Problem details:
Retype, without any change, the first line of the records and every line after it through the one containing "Turn all roads".

Data section:

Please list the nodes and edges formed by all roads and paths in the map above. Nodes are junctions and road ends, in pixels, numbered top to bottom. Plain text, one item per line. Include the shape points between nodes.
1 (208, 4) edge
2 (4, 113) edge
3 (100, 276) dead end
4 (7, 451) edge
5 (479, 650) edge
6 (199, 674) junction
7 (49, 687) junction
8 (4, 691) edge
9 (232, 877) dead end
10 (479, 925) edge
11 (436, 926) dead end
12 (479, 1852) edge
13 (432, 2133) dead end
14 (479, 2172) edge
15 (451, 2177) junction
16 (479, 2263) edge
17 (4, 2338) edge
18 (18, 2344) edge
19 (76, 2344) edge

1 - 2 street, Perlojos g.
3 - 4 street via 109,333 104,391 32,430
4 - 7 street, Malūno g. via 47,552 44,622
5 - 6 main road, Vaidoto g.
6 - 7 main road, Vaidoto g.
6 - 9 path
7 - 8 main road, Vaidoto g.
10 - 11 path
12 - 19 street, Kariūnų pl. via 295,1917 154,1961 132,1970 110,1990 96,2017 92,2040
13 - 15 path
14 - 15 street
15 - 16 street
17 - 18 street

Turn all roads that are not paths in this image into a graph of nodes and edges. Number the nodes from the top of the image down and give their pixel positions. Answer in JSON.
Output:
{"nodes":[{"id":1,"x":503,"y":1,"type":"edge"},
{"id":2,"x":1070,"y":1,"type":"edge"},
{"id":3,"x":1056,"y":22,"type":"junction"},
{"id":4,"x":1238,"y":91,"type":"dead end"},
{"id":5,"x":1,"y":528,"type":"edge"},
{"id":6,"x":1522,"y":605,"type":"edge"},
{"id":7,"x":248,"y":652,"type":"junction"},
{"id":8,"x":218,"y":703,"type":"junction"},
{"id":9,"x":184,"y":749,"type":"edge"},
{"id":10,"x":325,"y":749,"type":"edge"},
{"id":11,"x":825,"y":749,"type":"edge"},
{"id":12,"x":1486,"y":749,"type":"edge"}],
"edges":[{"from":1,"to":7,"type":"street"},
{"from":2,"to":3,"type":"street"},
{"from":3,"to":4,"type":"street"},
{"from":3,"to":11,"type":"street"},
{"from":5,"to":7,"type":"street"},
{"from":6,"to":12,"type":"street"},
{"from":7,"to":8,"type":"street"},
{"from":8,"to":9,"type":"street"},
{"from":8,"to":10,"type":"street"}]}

Solution to this problem:
Please list the nodes and edges formed by all roads and paths in the map above. Nodes are junctions and road ends, in pixels, numbered top to bottom. Plain text, one item per line. Include the shape points between nodes.
1 (208, 4) edge
2 (4, 113) edge
3 (100, 276) dead end
4 (7, 451) edge
5 (479, 650) edge
6 (199, 674) junction
7 (49, 687) junction
8 (4, 691) edge
9 (232, 877) dead end
10 (479, 925) edge
11 (436, 926) dead end
12 (479, 1852) edge
13 (432, 2133) dead end
14 (479, 2172) edge
15 (451, 2177) junction
16 (479, 2263) edge
17 (4, 2338) edge
18 (18, 2344) edge
19 (76, 2344) edge

1 - 2 street, Perlojos g.
3 - 4 street via 109,333 104,391 32,430
4 - 7 street, Malūno g. via 47,552 44,622
5 - 6 main road, Vaidoto g.
6 - 7 main road, Vaidoto g.
6 - 9 path
7 - 8 main road, Vaidoto g.
10 - 11 path
12 - 19 street, Kariūnų pl. via 295,1917 154,1961 132,1970 110,1990 96,2017 92,2040
13 - 15 path
14 - 15 street
15 - 16 street
17 - 18 street

Turn all roads that are not paths in this image into a graph of nodes and edges. Number the nodes from the top of the image down and give their pixel positions. Answer in JSON.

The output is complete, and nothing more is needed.